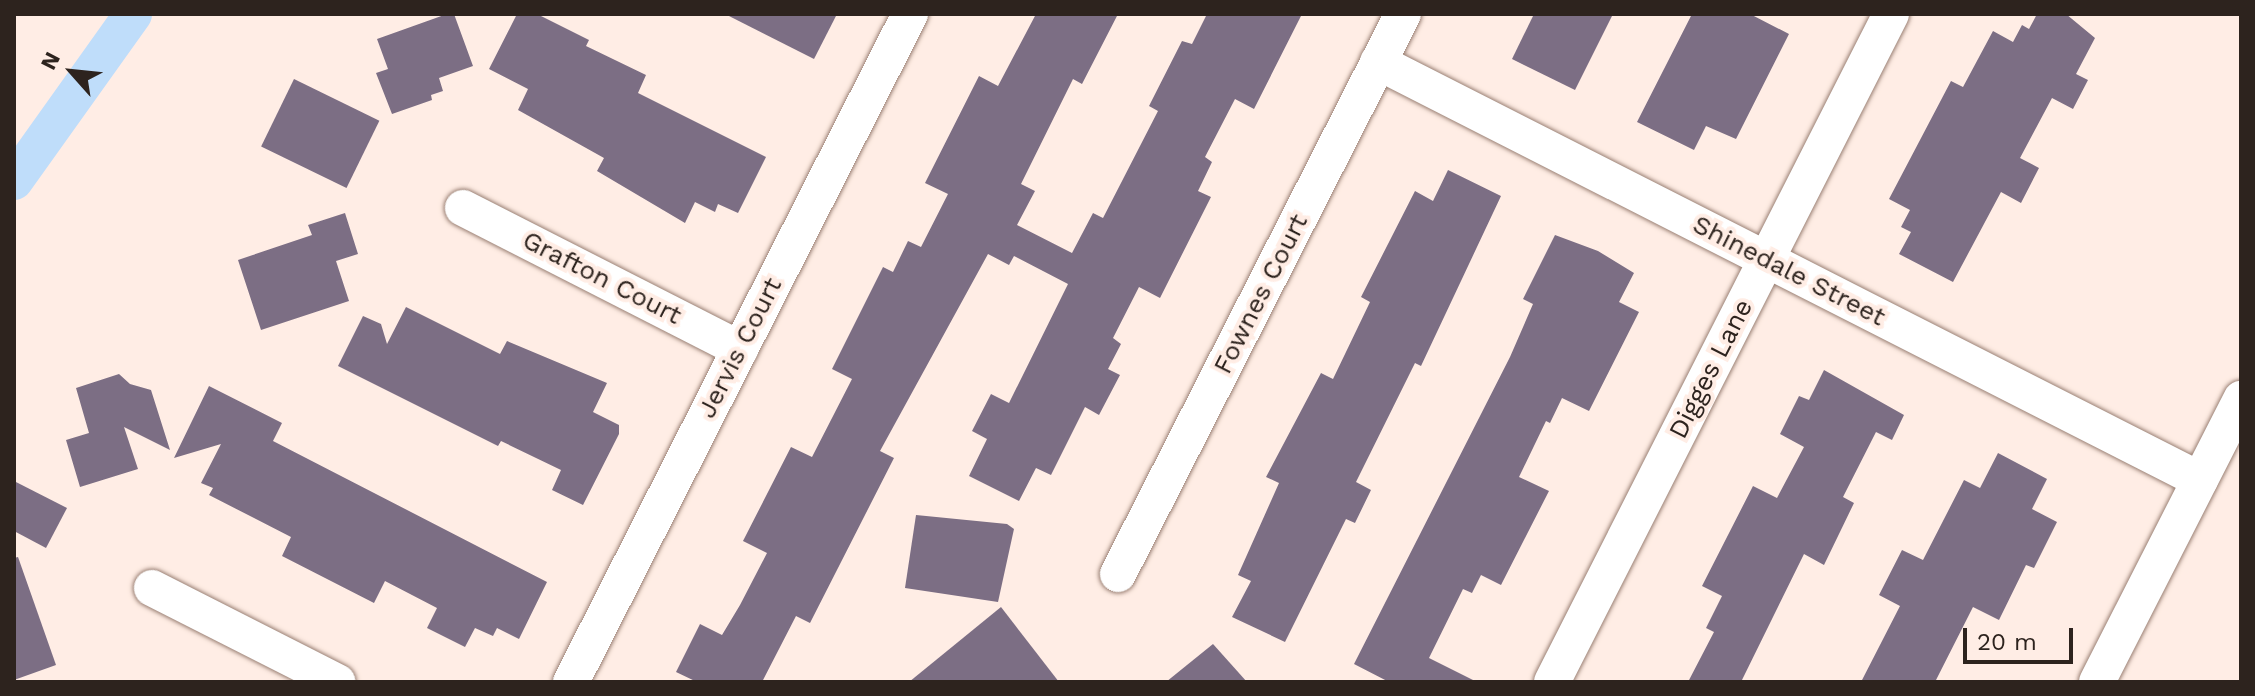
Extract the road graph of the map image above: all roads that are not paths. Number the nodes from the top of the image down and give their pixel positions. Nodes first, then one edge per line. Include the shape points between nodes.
1 (910, 14) edge
2 (1403, 14) edge
3 (1891, 14) edge
4 (1378, 62) junction
5 (463, 208) dead end
6 (1767, 259) junction
7 (740, 349) junction
8 (2241, 399) edge
9 (2200, 480) junction
10 (1118, 574) dead end
11 (152, 588) dead end
12 (337, 682) edge
13 (571, 682) edge
14 (1552, 682) edge
15 (2097, 682) edge

1 - 7 street, Jervis Court
2 - 4 street, Fownes Court
3 - 6 street, Digges Lane
4 - 6 street, Shinedale Street
4 - 10 street, Fownes Court
5 - 7 street, Grafton Court
6 - 9 street, Shinedale Street
6 - 14 street, Digges Lane
7 - 13 street, Jervis Court
8 - 9 street
9 - 15 street
11 - 12 street

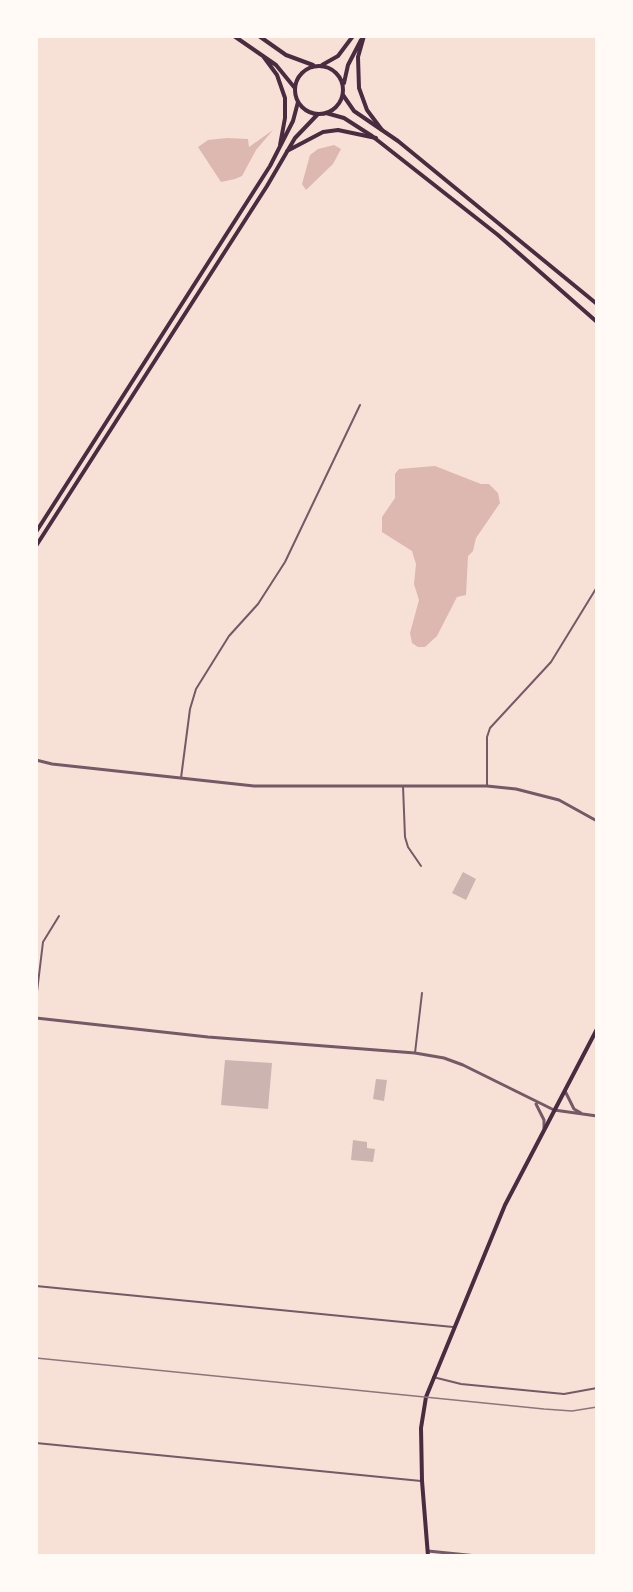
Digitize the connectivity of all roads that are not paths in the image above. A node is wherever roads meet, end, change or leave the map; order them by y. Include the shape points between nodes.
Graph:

········

* Brief:
Pictures excluded, quote all the data above exactly.

* Answer to this exercise:
Extract the road graph of the map image above: all roads that are not paths. Number the nodes from the top of the image down and give their pixel positions. Nodes first, then one edge per line. Include the shape points between nodes.
1 (910, 14) edge
2 (1403, 14) edge
3 (1891, 14) edge
4 (1378, 62) junction
5 (463, 208) dead end
6 (1767, 259) junction
7 (740, 349) junction
8 (2241, 399) edge
9 (2200, 480) junction
10 (1118, 574) dead end
11 (152, 588) dead end
12 (337, 682) edge
13 (571, 682) edge
14 (1552, 682) edge
15 (2097, 682) edge

1 - 7 street, Jervis Court
2 - 4 street, Fownes Court
3 - 6 street, Digges Lane
4 - 6 street, Shinedale Street
4 - 10 street, Fownes Court
5 - 7 street, Grafton Court
6 - 9 street, Shinedale Street
6 - 14 street, Digges Lane
7 - 13 street, Jervis Court
8 - 9 street
9 - 15 street
11 - 12 street

Digitize the connectivity of all roads that are not paths in the image above. A node is wherever roads meet, end, change or leave the map; order them by y. Include the shape points between nodes.
Graph:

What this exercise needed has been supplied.